[Required work]: Leaving out any pictures, print the entries that follow exactly as they stand.

Excerpts from a dataset:
==================================================
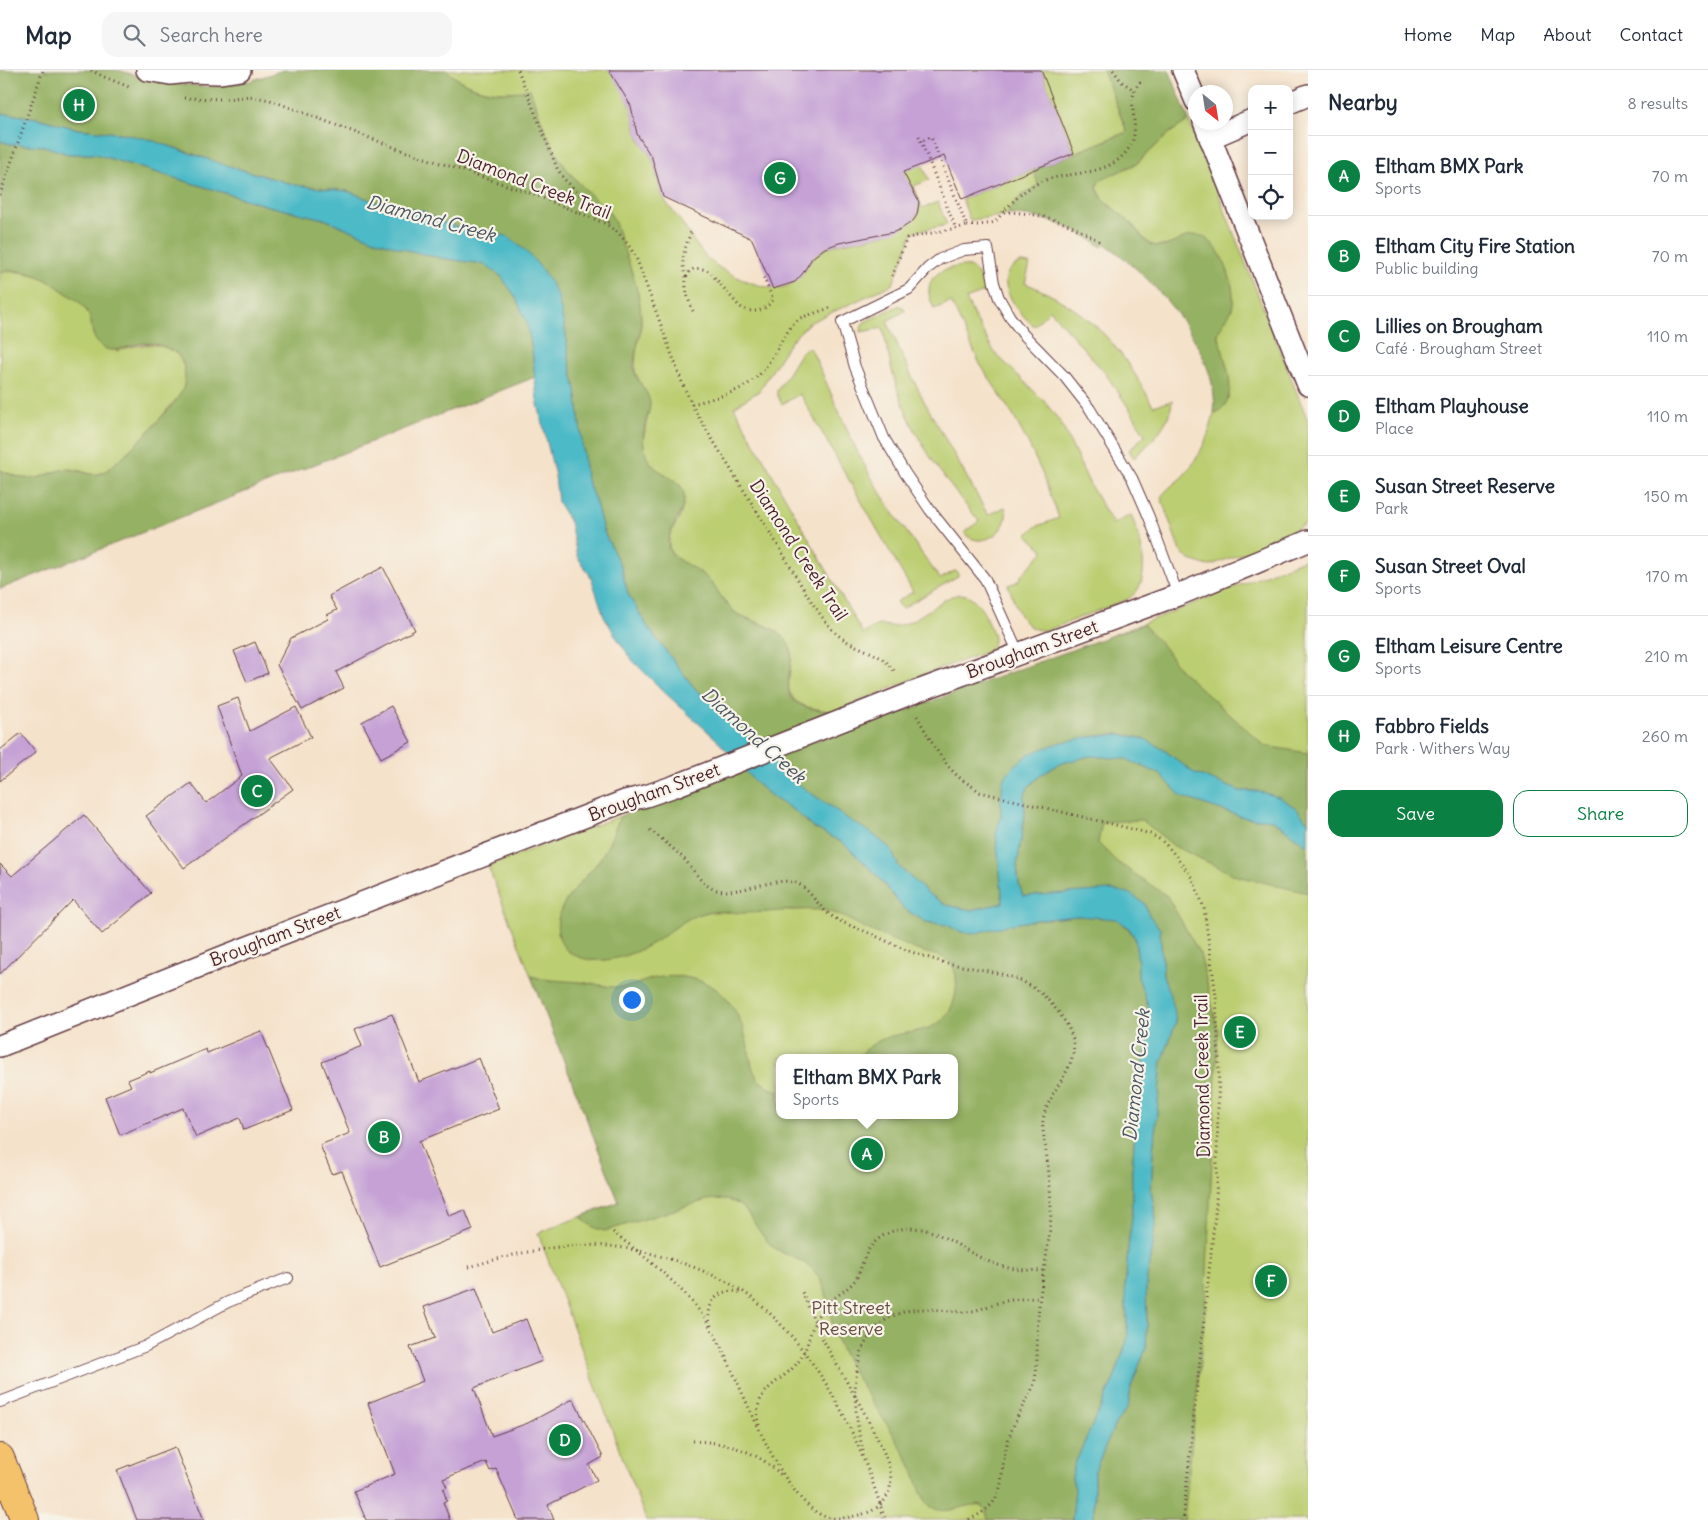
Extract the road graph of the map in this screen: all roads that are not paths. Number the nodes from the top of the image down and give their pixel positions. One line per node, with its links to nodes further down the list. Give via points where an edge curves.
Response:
1 (146, 70): 4 (street, via 170,74)
2 (240, 70): 4 (street, via 219,73)
3 (1183, 70): 5 (street)
4 (187, 71)
5 (1189, 85)
6 (1308, 95): 7 (street)
7 (1293, 101)
8 (1248, 121): 9 (street)
9 (1233, 124)
10 (1207, 130): 11 (street)
11 (1308, 385)
12 (1308, 540): 13 (street, Brougham Street)
13 (1178, 595): 14 (street, Brougham Street); 14 (lane, via 1132,478 1090,409 1010,317 994,283 988,248 948,255 934,262 909,289 895,298 842,322 860,380 888,444 930,510 990,588)
14 (1019, 654): 15 (street, Brougham Street, via 675,786 625,801)
15 (0, 1046)
16 (288, 1278): 17 (lane, via 228,1302 146,1346)
17 (0, 1402)
18 (0, 1458): 19 (main road)
19 (25, 1520)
==================================================
[Task result]:
Extract the road graph of the map in this screen: all roads that are not paths. Number the nodes from the top of the image down and give their pixel positions. One line per node, with its links to nodes further down the list. Give via points where an edge curves.
Response:
1 (146, 70): 4 (street, via 170,74)
2 (240, 70): 4 (street, via 219,73)
3 (1183, 70): 5 (street)
4 (187, 71)
5 (1189, 85)
6 (1308, 95): 7 (street)
7 (1293, 101)
8 (1248, 121): 9 (street)
9 (1233, 124)
10 (1207, 130): 11 (street)
11 (1308, 385)
12 (1308, 540): 13 (street, Brougham Street)
13 (1178, 595): 14 (street, Brougham Street); 14 (lane, via 1132,478 1090,409 1010,317 994,283 988,248 948,255 934,262 909,289 895,298 842,322 860,380 888,444 930,510 990,588)
14 (1019, 654): 15 (street, Brougham Street, via 675,786 625,801)
15 (0, 1046)
16 (288, 1278): 17 (lane, via 228,1302 146,1346)
17 (0, 1402)
18 (0, 1458): 19 (main road)
19 (25, 1520)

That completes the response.